May Rant about Dating

blog post angry face for may 7

 

I keep giving guys a break. Perhaps the sparkling wit absent from their written correspondence will manifest in a real life interaction. Maybe they will look better in person than they do in their profile photos. I’m sure the 1-hour geographic distance will be inconsequential if we have chemistry.

Why do I force these issues? I don’t want to be so picky that I never find anyone. I do, however, refuse to compromise on what’s really important to me in a partner…so I only suffer illusions or delusions for a limited timeframe.

There are some guys that don’t deserve even a short break. Lately I’ve been feeling generally annoyed at bad or inappropriate profiles and photos. Swipe with me, click on profiles with me, and you’ll see what I mean. Fuel up first on some baked red snapper.

Examples from my dating files:

The word-less profile:

*A picture of an armed soldier sandwiched between two photos of a guitar-filled wall

*A “shadow” photo – literally a picture of someone’s shadow.

Sapiosexual ad nauseum:

May 7 blog sapiosexual

Mocking education and career:

*Graduated from University of Hard Knocks

*Works at: Director of Everything

Consider joining a religion-focused dating site: 

“I am a man with a fear of God….All I want in a woman is someone….who…has a fear of God too.”

God's Hands

 

Photo misses:

*Ten photos- nine of them are of a woman

*Bondage toys

Silly for silly’s sake:

 

May 7 blog silly 

 

 

 Fetish friendly

May 7 blog fetish

A man with a farm or wild animal 

*Cuddling with a tiger, rubbing noses with a llama (love animals just not these pictures)

LinkedIn not

*His profile reads like a resume or a biography by a historian and sometimes so does his first message:

May 7 blog linkedin 1

Profile example:May 7 blog linkedin 2

Extra credit for cleanliness and good housekeeping

May 7 blog cleanliness

So many more examples…Sigh. Okay, end of rant.

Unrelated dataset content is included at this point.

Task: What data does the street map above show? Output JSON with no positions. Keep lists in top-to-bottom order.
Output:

Until next week, happy dating or not dating.

XXXOOO

Nadia

Diary: A Week without Dating Apps

blog pix week without dating apps

Monday morning:

I deleted all of my dating apps and hid my profile on the dating sites I belong to. Feeling both free in a good way and strangely untethered in a bad way. To motivate myself, I made a schedule of activities for the week. The hope is that I will get out of the house more and possibly meet men in real life. Oh foolish heart.

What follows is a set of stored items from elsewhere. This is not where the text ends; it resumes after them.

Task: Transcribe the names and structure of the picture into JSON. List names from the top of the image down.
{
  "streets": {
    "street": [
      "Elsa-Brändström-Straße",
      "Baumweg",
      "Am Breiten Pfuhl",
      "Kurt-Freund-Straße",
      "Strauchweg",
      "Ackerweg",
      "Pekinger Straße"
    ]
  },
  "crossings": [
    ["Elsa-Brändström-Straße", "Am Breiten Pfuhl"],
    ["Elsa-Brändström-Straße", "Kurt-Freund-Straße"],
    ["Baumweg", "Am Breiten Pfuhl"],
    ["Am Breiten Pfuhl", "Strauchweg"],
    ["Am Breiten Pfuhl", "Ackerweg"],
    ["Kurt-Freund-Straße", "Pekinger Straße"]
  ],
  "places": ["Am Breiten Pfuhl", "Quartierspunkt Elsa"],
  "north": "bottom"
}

While working on this blog’s social media pages, I experience what can only be described as online dating withdrawal.

I have various random thoughts and questions such as, “If there were no apps, would I ever have any dates?”

Wednesday morning:

I woke up from a strange dream in which I meet an attractive older man in a friend’s group house. The setting seems to be a mishmash of my early college and current days. I’m unsure about the meaning of the dream but I think it must have something to do with worry about a lack of romantic possibilities.

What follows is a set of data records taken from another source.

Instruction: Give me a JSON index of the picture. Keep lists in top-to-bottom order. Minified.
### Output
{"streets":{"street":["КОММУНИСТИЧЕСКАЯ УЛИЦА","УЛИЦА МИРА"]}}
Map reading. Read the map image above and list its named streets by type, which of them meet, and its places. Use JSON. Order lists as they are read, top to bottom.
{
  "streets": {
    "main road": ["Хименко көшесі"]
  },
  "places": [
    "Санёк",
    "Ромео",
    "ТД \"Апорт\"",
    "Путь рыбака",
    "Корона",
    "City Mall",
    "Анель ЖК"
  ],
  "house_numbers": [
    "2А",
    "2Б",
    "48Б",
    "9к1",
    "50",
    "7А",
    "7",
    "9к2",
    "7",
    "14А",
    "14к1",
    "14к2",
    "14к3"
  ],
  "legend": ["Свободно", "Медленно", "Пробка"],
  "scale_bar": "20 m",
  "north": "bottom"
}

Yesterday I tweeted an article from Bustle about a young woman who has been app-less for a year. She recounted the things she missed about online and app dating. After two days, I could relate to all of them except the one where she longed for the ability to immediately ask out and meet a guy she matched with on a dating app.

Although some of my online encounters rapidly progressed from messaging to an in- person meeting, the man initiated them. Sometimes I gently pushed a guy toward a meeting, but I haven’t opened with, Hey you want to meet for a drink? Perhaps I should. Just to see what happens. My guess is that given her younger age, the writer of this piece has done better than I would if I went offline for a year.  She likely has a bigger “single” social circle and more professional connections compared to a single, retired woman of a certain age. But I’m just speculating.

With no apps or sites to check, no emails to write or respond to, I have more time for other things. I’m reading more and per usual I tend to read fiction about relationships and romance (not romance novels per se – though I enjoy them too). I discovered Laurie Colwin, a delightful writer who sadly died much too young. I devoured Happy All the Time and now I’m thoroughly enjoying Goodbye without Leaving. Of course, reading doesn’t get me out in the world…so perhaps I’ll finish the book at a café or coffee shop.

I realize that a week without online dating is not enough to fully plan activities where I might meet someone organically. I signed up for an archery Meet-up that’s getting together Saturday but it looks like the members are in their 20s and 30s. It won’t lead to any romantic possibilities but that’s okay.

Wednesday evening:

I felt better this afternoon…but evening brings on feelings of loneliness. Where are the phone pings that someone winked at me or sent me a message?

Thursday morning:

Another weird dream night – nothing about men per se and now I can’t even remember the story…but obviously an app-less week is affecting my subconscious.

I receive an email from Hinge that someone likes me and his picture is not bad. I wonder if I should go back on Hinge briefly to check the guy’s profile and possibly respond to him. I ponder whether that would be cheating on my app-less week. Then I notice Hinge sent the email at 2 am. A late or middle of the night “like” is often a signal that the man lives in another time zone, possibly in another country. So I decide to “hold” for the moment and not break this online dating fast.

I receive another like from someone on OurTime. Notifications from this dating site don’t include photos of those who like or message you so I’m not tempted to go online. Holding fast to my fast.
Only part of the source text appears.